▸ Dataset
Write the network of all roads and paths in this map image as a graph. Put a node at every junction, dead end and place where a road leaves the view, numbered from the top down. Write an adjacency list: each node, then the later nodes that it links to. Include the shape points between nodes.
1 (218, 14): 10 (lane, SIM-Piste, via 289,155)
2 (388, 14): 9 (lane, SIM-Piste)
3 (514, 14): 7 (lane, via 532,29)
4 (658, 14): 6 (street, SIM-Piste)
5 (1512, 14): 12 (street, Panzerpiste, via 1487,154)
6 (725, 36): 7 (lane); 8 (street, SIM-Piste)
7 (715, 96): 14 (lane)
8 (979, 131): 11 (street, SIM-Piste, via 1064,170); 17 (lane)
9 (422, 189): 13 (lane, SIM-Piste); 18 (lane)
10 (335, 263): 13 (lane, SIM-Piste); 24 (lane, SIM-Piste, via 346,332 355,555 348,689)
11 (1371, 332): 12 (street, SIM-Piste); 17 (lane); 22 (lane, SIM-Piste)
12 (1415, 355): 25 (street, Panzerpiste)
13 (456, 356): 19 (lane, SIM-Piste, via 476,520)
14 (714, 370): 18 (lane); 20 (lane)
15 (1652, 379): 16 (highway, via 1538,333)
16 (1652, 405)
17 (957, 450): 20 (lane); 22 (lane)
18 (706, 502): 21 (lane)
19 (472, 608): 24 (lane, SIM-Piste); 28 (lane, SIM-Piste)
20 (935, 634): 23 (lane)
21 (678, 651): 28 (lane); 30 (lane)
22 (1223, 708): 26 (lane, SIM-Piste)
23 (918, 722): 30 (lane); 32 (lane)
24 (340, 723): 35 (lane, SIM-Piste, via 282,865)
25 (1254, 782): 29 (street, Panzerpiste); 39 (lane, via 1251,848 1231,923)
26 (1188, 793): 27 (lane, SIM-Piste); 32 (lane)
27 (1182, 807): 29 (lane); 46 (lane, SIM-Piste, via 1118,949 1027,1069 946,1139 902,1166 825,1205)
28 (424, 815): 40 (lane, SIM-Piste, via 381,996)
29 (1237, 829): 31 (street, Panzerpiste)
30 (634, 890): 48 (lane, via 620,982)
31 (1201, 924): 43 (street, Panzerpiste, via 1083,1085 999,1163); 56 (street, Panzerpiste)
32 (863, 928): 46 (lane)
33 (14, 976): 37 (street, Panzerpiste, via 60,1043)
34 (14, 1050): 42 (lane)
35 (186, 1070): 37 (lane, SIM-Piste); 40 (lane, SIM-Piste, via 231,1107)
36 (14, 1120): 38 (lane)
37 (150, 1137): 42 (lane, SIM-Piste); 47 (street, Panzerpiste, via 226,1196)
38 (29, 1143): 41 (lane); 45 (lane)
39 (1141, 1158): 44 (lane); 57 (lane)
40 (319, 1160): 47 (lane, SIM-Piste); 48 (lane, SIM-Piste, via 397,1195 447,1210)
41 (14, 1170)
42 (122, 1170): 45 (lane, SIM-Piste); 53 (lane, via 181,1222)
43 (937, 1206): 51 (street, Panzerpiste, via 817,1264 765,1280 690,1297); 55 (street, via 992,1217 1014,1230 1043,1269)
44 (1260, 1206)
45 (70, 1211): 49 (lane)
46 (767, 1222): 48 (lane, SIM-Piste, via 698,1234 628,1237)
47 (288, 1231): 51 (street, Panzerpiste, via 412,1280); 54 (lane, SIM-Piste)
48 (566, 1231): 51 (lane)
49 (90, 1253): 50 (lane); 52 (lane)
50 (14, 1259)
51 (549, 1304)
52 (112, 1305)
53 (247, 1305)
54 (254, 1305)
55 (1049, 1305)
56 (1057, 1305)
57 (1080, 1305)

▸ What the exercise asks
The entries above must be output exactly, with every line preserved.

▸ Answer to the exercise
Write the network of all roads and paths in this map image as a graph. Put a node at every junction, dead end and place where a road leaves the view, numbered from the top down. Write an adjacency list: each node, then the later nodes that it links to. Include the shape points between nodes.
1 (218, 14): 10 (lane, SIM-Piste, via 289,155)
2 (388, 14): 9 (lane, SIM-Piste)
3 (514, 14): 7 (lane, via 532,29)
4 (658, 14): 6 (street, SIM-Piste)
5 (1512, 14): 12 (street, Panzerpiste, via 1487,154)
6 (725, 36): 7 (lane); 8 (street, SIM-Piste)
7 (715, 96): 14 (lane)
8 (979, 131): 11 (street, SIM-Piste, via 1064,170); 17 (lane)
9 (422, 189): 13 (lane, SIM-Piste); 18 (lane)
10 (335, 263): 13 (lane, SIM-Piste); 24 (lane, SIM-Piste, via 346,332 355,555 348,689)
11 (1371, 332): 12 (street, SIM-Piste); 17 (lane); 22 (lane, SIM-Piste)
12 (1415, 355): 25 (street, Panzerpiste)
13 (456, 356): 19 (lane, SIM-Piste, via 476,520)
14 (714, 370): 18 (lane); 20 (lane)
15 (1652, 379): 16 (highway, via 1538,333)
16 (1652, 405)
17 (957, 450): 20 (lane); 22 (lane)
18 (706, 502): 21 (lane)
19 (472, 608): 24 (lane, SIM-Piste); 28 (lane, SIM-Piste)
20 (935, 634): 23 (lane)
21 (678, 651): 28 (lane); 30 (lane)
22 (1223, 708): 26 (lane, SIM-Piste)
23 (918, 722): 30 (lane); 32 (lane)
24 (340, 723): 35 (lane, SIM-Piste, via 282,865)
25 (1254, 782): 29 (street, Panzerpiste); 39 (lane, via 1251,848 1231,923)
26 (1188, 793): 27 (lane, SIM-Piste); 32 (lane)
27 (1182, 807): 29 (lane); 46 (lane, SIM-Piste, via 1118,949 1027,1069 946,1139 902,1166 825,1205)
28 (424, 815): 40 (lane, SIM-Piste, via 381,996)
29 (1237, 829): 31 (street, Panzerpiste)
30 (634, 890): 48 (lane, via 620,982)
31 (1201, 924): 43 (street, Panzerpiste, via 1083,1085 999,1163); 56 (street, Panzerpiste)
32 (863, 928): 46 (lane)
33 (14, 976): 37 (street, Panzerpiste, via 60,1043)
34 (14, 1050): 42 (lane)
35 (186, 1070): 37 (lane, SIM-Piste); 40 (lane, SIM-Piste, via 231,1107)
36 (14, 1120): 38 (lane)
37 (150, 1137): 42 (lane, SIM-Piste); 47 (street, Panzerpiste, via 226,1196)
38 (29, 1143): 41 (lane); 45 (lane)
39 (1141, 1158): 44 (lane); 57 (lane)
40 (319, 1160): 47 (lane, SIM-Piste); 48 (lane, SIM-Piste, via 397,1195 447,1210)
41 (14, 1170)
42 (122, 1170): 45 (lane, SIM-Piste); 53 (lane, via 181,1222)
43 (937, 1206): 51 (street, Panzerpiste, via 817,1264 765,1280 690,1297); 55 (street, via 992,1217 1014,1230 1043,1269)
44 (1260, 1206)
45 (70, 1211): 49 (lane)
46 (767, 1222): 48 (lane, SIM-Piste, via 698,1234 628,1237)
47 (288, 1231): 51 (street, Panzerpiste, via 412,1280); 54 (lane, SIM-Piste)
48 (566, 1231): 51 (lane)
49 (90, 1253): 50 (lane); 52 (lane)
50 (14, 1259)
51 (549, 1304)
52 (112, 1305)
53 (247, 1305)
54 (254, 1305)
55 (1049, 1305)
56 (1057, 1305)
57 (1080, 1305)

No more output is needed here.